La sabia savia de la economía - Opinión

La sabia savia de la economía

Autor:

José Alejandro Rodríguez
Aunque me sublevan las almibaradas celebraciones de fechas y homenajes, diseñadas para la exaltación y la apología en detrimento del leal juicio, no puedo soslayar que mañana, en su Día, los economistas y contadores cubanos merecen una salutación, por encima de lo que pueda achacárseles en la imperfecta empresa del socialismo cubano.

No es fortuito que se haya instituido para tal festividad el 26 de noviembre, día otoñal en que, 48 años atrás y en medio de la reverberación triunfal del 59, Ernesto Che Guevara fuera designado presidente del Banco Nacional de Cuba, y transitara de los arrestos insurgentes a la compleja administración de los asuntos y los recursos.

Así, el influjo del Che siempre ha acompañado a los profesionales de la economía cubana, como un azimut o brújula que no puede dislocarse con huecas remembranzas de empolvada historia, si no trayendo al gran justiciero a las contradicciones y desafíos del presente, que no son pocos.

Siempre habrá que reconocer la fidelidad y devoción revolucionarias de los economistas y contadores cubanos, a lo Che. Leales a la lealtad —no al servilismo—, esos profesionales han sostenido la base material del país en estos años, siempre readaptando su visor a los vaivenes y bandazos de las políticas económicas, y a los reacomodos que la vida nos ha impuesto. Y todo ello lo han hecho sin grandes estímulos al bolsillo, incluso hasta el desestímulo.

Si la economía socialista cubana, a más de sus méritos históricos de justicia social, no ha logrado aún la eficacia y los controles internos requeridos, no podrá endilgársele el peso de la culpa solo a los economistas y contadores, que siempre se han subordinado a las contingencias y los intereses del tenso proyecto revolucionario, entre la adversidad imperial norteña y los errores y torpezas internos en el escarceo por levantar esa gran hacienda que es el país.

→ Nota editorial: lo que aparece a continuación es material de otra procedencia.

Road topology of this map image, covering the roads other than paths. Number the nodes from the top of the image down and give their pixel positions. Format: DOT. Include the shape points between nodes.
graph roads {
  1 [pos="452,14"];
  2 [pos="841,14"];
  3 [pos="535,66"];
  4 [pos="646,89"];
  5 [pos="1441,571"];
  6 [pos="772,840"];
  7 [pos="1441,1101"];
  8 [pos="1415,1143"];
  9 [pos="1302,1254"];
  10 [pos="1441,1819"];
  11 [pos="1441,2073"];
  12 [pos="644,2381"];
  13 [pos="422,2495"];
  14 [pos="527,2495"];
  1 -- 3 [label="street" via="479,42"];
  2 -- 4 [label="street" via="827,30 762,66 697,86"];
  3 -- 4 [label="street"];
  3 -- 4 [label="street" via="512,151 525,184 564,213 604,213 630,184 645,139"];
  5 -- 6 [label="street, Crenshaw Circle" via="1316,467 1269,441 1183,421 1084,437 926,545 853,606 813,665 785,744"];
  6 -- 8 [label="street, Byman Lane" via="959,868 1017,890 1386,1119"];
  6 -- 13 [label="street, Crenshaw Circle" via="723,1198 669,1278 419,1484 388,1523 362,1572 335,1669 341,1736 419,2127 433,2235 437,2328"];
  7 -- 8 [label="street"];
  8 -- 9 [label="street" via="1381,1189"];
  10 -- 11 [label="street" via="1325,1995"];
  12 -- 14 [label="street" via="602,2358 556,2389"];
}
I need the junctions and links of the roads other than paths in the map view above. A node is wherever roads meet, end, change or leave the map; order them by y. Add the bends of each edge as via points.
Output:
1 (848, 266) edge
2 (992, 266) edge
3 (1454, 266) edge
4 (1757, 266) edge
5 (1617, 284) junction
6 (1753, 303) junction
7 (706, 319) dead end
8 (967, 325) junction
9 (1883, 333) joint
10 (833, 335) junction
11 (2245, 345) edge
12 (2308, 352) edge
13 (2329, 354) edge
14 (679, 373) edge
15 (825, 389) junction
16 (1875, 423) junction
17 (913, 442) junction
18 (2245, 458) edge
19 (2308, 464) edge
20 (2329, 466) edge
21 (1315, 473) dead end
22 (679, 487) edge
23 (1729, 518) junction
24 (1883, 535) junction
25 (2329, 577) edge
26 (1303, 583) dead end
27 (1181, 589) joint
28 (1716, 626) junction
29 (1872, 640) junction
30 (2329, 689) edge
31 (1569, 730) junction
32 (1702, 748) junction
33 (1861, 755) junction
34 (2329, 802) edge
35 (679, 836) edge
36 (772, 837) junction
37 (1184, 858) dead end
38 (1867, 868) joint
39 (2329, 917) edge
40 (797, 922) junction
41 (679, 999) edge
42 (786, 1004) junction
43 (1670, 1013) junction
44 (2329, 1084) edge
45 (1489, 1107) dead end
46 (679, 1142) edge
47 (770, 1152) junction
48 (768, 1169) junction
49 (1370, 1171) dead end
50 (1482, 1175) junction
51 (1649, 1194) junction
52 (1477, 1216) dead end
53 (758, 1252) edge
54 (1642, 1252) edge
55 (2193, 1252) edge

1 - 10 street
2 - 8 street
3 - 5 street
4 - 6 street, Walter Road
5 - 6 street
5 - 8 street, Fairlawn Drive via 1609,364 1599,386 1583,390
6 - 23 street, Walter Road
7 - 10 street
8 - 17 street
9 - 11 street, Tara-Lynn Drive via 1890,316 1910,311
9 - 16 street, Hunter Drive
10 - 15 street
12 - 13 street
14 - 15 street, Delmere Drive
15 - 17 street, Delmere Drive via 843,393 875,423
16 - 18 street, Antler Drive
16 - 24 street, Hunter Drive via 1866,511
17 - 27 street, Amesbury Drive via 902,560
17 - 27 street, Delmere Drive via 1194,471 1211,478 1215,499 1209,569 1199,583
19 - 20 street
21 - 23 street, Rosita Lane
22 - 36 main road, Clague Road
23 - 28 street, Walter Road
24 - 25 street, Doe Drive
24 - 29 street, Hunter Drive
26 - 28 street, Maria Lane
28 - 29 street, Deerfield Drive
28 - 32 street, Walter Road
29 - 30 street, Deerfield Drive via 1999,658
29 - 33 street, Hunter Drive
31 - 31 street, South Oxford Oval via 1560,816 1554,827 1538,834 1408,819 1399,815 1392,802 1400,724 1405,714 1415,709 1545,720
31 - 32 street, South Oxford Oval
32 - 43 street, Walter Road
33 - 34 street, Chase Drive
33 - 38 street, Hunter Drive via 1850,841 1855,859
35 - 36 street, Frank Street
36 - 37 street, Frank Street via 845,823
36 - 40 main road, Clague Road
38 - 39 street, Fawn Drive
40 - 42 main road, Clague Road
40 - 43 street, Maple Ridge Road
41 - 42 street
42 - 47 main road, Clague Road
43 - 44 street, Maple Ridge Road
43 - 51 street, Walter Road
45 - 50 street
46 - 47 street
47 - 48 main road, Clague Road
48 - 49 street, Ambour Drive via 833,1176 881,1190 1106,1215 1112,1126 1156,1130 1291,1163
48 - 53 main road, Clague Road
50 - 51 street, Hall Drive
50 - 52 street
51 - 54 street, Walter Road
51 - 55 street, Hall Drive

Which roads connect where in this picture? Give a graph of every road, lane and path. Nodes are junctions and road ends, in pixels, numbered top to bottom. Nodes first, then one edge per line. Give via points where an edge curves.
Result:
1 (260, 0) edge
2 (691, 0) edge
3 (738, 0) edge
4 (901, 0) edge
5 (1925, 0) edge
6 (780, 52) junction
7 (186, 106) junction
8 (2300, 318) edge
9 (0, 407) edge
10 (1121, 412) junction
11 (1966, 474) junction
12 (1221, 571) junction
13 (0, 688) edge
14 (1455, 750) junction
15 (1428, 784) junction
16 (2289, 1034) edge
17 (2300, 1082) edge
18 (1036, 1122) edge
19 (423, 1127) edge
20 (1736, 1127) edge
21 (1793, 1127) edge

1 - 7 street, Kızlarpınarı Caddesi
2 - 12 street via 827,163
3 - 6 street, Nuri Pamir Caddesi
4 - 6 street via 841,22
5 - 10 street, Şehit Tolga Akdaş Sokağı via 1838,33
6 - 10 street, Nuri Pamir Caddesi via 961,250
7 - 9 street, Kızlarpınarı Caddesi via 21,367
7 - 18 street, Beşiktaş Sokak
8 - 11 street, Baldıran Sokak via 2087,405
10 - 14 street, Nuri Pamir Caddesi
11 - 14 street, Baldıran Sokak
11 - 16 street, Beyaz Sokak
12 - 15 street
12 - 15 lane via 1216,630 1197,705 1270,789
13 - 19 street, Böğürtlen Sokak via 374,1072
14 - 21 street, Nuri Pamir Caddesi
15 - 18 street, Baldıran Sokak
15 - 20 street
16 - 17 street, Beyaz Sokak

A fuer de sinceros, no hay que sonrojarse para reconocer que no siempre los diagnósticos, investigaciones y aportes de nuestros profesionales de la economía y la contabilidad se han tomado en cuenta en las políticas y en la toma de decisiones. Pero ellos han continuado bregando consecuentemente en la praxis económica, en pos de la eficiencia y excelencia.

Si me preguntaran cuál sería hoy el mayor homenaje a estos gestores y controladores de la empresa suprema de la Patria, diría que consolidar la racionalidad de nuestra economía y erradicar de ella las intrusiones del voluntarismo y la improvisación. Tener en cuenta los aportes y fundamentos del pensamiento económico cubano.

En las actuales circunstancias cobra especial dimensión el sustento teórico y conceptual, la cientificidad que ese pensamiento pueda imprimirle al diseño estratégico de este socialismo, signado por el debate con todos y para el bien de todos.

Ese sustento conceptual será la «sabia savia» que permita instrumentar los cambios estructurales y funcionales para insuflar a nuestra economía la eficacia impostergable, y desechar lo que la vida ha probado como inoperante.

Hay demasiados listones por quebrar y deformaciones por enderezar. Hay muchos viejos y mohosos mecanismos por liberar, para que la pirámide invertida vuelva a su lugar, y la ley de distribución socialista haga justicia, con Marx redivivo, al bolsillo y la dignidad de quienes más aporten y trabajen.

En esa recuperación del tiempo perdido y ciertas virtudes extraviadas, los 365 días del año serán la jornada de ellos, los heraldos de esa economía sana y justa que nos exige el socialismo del siglo XXI.